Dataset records
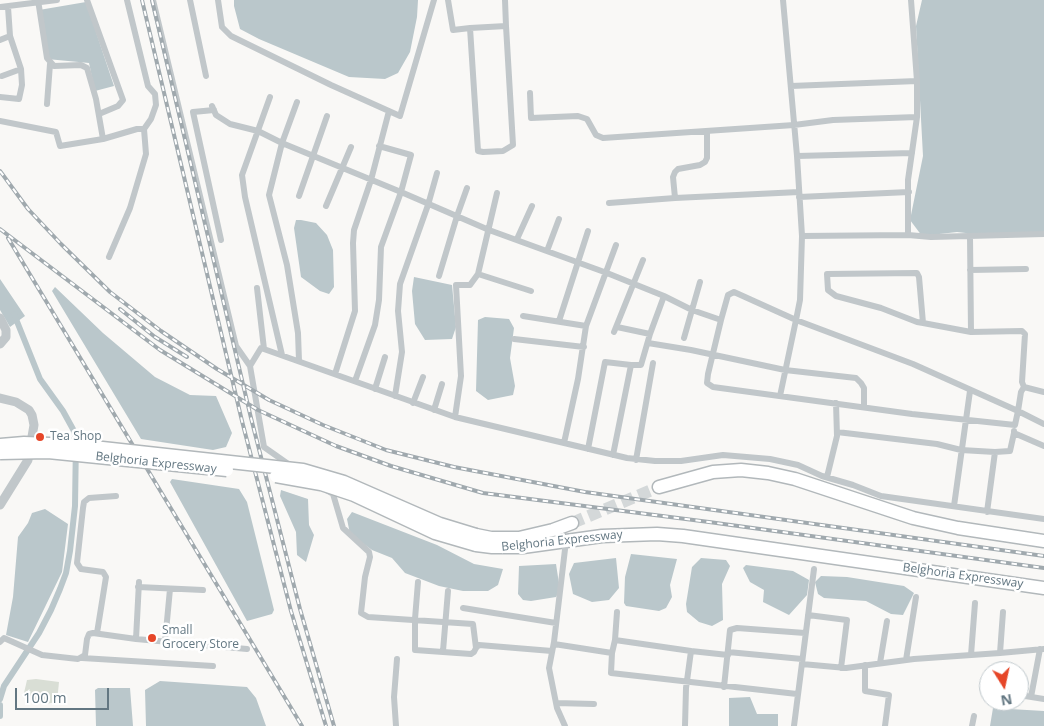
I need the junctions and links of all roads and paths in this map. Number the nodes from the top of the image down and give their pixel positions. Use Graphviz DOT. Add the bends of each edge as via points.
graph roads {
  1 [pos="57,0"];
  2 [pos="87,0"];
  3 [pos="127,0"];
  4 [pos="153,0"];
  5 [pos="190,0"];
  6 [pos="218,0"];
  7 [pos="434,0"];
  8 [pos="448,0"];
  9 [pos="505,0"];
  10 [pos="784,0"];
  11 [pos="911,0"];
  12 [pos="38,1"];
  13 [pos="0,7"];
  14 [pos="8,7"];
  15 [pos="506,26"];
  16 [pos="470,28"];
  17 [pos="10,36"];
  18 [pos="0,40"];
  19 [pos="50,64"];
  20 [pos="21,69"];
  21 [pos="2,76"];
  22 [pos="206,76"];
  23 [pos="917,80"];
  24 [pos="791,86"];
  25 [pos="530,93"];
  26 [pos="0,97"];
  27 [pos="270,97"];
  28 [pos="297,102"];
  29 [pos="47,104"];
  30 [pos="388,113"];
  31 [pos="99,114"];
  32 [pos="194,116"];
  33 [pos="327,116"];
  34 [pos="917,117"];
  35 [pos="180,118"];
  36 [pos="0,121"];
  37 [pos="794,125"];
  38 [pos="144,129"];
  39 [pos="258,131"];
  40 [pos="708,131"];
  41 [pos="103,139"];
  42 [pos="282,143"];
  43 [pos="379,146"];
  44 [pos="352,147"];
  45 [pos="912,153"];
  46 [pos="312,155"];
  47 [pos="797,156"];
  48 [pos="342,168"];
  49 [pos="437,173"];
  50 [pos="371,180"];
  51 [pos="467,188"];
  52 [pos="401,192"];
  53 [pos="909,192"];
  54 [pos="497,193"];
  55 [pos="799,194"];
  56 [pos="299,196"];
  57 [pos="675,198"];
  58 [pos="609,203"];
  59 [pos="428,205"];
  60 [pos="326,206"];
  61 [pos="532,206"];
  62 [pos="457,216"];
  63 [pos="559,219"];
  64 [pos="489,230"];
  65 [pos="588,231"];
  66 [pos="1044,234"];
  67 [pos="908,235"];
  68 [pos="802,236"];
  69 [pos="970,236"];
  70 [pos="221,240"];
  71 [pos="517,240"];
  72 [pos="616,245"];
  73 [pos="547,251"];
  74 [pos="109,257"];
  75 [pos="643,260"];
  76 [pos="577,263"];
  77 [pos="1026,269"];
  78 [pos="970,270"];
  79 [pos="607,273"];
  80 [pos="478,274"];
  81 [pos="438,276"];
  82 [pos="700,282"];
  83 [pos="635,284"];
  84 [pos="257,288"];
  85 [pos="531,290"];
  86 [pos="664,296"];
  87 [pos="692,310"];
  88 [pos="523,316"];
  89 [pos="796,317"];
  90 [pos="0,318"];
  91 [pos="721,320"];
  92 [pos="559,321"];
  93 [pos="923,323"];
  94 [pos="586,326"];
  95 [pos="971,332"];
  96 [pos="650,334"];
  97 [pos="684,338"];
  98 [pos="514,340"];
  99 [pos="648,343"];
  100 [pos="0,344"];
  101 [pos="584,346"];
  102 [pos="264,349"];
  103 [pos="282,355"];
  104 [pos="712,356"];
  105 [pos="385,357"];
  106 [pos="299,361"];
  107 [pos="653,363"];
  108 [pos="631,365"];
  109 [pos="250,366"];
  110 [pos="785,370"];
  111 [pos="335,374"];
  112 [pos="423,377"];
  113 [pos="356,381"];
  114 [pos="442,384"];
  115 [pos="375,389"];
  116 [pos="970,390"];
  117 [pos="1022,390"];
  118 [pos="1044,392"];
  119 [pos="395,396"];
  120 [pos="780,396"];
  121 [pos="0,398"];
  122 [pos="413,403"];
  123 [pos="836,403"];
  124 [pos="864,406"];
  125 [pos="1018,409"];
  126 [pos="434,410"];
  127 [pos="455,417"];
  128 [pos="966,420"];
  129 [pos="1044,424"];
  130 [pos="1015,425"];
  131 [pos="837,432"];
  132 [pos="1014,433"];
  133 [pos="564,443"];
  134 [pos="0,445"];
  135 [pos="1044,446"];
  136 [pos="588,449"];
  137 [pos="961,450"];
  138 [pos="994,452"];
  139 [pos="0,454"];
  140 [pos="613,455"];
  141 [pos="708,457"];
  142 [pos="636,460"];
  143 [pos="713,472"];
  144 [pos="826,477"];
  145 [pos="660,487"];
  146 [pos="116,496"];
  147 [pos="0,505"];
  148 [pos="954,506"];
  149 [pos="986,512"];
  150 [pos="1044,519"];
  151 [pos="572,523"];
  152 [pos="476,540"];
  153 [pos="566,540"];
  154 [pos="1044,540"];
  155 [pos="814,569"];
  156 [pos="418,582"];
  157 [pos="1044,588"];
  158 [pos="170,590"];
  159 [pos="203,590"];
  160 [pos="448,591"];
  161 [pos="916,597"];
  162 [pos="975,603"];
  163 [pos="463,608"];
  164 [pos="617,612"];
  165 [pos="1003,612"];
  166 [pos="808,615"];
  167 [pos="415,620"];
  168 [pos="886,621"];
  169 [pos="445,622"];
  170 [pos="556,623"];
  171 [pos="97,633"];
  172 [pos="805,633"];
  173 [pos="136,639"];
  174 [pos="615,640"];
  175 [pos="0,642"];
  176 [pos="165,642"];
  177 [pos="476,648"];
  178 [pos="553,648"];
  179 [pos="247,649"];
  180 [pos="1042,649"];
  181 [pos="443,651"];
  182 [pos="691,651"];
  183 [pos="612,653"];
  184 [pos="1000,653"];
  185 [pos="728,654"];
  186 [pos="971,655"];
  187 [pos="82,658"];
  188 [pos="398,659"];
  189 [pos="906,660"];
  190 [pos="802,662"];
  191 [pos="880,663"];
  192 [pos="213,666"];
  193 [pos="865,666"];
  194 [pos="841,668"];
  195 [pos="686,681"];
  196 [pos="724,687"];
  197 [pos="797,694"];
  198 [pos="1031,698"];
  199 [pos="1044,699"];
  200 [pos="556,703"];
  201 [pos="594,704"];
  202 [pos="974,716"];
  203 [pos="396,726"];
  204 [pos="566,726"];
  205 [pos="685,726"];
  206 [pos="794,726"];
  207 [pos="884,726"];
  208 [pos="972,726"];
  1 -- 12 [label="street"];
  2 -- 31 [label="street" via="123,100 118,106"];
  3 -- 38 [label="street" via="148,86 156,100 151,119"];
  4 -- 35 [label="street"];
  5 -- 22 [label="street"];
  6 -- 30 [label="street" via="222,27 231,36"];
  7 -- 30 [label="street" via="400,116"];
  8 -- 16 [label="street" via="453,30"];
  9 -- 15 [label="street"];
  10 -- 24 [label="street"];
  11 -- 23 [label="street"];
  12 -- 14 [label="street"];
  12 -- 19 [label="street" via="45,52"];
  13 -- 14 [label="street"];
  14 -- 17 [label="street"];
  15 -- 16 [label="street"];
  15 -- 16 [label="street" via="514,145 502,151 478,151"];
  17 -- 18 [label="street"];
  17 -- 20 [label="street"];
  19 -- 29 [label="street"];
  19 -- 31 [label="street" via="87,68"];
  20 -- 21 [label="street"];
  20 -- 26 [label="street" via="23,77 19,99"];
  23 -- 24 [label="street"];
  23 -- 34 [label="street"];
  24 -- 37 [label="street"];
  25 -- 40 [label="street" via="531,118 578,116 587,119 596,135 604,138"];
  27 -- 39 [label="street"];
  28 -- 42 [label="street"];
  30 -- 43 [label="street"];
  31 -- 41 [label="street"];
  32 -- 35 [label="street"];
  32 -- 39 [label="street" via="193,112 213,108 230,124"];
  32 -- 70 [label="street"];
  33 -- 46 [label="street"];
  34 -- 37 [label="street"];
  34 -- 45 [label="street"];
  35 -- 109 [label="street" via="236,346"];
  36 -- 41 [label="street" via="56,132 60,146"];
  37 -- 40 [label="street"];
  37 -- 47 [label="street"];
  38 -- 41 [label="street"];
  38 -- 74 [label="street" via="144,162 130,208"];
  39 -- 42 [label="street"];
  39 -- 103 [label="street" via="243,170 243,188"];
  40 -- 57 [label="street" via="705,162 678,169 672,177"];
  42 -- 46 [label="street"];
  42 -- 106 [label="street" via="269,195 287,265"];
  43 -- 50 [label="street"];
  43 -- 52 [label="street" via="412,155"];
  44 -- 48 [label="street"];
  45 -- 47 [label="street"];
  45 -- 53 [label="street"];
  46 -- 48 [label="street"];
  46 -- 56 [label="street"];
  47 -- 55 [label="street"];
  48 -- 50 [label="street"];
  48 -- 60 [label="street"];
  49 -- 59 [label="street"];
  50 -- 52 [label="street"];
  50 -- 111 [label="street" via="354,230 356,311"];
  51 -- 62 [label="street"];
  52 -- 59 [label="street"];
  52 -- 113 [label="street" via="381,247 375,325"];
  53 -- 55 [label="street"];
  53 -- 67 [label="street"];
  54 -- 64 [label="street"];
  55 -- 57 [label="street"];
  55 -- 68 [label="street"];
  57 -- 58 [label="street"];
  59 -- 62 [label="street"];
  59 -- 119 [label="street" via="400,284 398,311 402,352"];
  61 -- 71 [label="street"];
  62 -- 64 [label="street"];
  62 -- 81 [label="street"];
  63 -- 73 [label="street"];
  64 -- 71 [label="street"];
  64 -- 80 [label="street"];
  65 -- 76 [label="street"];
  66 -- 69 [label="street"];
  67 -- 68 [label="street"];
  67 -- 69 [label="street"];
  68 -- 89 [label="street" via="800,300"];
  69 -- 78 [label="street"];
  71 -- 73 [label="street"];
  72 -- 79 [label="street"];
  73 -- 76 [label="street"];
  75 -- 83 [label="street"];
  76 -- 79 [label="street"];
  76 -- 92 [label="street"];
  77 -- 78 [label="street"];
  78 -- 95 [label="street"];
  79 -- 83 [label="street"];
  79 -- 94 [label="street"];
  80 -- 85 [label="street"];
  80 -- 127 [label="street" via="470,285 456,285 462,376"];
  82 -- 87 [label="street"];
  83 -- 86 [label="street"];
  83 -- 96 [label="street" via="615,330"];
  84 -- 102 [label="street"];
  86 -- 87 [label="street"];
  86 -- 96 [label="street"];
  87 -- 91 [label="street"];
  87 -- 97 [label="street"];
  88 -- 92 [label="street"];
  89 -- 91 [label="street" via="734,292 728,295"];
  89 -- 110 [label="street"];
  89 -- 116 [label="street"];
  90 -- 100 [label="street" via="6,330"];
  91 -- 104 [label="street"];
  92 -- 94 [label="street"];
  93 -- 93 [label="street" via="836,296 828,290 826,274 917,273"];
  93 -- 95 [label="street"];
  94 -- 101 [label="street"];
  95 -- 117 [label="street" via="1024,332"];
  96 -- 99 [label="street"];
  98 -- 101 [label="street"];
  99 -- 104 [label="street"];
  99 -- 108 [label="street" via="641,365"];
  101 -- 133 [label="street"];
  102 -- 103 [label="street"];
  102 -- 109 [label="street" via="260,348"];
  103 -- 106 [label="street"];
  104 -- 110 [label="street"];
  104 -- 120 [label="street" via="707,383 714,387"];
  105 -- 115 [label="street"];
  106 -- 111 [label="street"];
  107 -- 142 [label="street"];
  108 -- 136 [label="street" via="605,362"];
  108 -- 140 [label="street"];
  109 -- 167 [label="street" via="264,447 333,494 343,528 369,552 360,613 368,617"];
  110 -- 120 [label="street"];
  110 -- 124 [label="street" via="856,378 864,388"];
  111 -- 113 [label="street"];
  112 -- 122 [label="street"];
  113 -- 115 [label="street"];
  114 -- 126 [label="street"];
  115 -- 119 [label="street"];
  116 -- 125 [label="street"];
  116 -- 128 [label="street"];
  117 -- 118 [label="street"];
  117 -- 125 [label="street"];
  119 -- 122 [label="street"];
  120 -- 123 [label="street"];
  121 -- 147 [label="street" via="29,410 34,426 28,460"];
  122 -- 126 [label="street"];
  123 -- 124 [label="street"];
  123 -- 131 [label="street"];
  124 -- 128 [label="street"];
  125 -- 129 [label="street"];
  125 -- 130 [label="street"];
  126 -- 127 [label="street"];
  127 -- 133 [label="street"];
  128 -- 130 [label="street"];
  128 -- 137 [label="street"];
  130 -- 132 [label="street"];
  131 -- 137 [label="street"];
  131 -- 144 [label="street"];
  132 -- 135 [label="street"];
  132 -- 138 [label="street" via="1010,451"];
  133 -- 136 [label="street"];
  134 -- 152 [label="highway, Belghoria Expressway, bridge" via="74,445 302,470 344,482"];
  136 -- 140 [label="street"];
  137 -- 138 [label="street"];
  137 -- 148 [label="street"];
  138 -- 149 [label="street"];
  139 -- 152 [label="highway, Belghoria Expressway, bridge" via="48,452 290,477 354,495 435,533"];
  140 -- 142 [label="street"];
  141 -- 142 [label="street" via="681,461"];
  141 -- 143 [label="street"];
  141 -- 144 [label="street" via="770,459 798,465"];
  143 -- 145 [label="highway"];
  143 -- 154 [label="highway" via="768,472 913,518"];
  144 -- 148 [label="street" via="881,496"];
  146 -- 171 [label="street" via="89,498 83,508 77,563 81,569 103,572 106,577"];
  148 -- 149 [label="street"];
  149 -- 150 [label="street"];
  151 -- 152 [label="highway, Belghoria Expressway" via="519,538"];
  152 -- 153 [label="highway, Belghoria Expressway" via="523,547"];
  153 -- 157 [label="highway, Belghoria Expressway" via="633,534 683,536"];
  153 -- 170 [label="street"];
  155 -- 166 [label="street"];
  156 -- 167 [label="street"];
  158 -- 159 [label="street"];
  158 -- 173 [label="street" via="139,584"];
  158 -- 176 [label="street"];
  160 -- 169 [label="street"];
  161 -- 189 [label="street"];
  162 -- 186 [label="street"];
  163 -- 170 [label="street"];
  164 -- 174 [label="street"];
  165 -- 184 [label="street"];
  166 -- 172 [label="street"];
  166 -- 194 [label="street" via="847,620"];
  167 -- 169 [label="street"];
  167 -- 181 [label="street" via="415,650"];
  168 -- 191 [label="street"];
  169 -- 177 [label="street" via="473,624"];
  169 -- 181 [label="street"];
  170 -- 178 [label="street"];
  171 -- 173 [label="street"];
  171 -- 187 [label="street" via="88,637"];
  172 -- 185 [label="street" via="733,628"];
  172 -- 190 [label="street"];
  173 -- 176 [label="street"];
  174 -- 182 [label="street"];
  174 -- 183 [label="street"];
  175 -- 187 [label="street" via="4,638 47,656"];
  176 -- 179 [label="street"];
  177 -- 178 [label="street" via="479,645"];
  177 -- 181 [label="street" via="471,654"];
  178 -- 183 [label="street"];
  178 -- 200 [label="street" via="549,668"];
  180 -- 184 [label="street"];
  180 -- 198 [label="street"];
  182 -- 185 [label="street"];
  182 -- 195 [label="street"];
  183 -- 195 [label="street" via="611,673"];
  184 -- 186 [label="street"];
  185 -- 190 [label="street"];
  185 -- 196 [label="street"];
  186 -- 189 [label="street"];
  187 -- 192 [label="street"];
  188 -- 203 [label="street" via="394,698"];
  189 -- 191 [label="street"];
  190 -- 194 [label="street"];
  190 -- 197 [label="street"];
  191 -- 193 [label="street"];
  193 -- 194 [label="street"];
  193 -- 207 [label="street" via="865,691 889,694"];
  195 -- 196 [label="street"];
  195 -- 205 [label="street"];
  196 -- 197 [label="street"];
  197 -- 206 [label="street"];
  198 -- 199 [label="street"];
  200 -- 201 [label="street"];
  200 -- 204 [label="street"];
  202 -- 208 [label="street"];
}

INSTRUCTIONS TO FOLLOW: Copy every line above that includes the string "bridge".

EXERCISE SOLUTION:
  134 -- 152 [label="highway, Belghoria Expressway, bridge" via="74,445 302,470 344,482"];
  139 -- 152 [label="highway, Belghoria Expressway, bridge" via="48,452 290,477 354,495 435,533"];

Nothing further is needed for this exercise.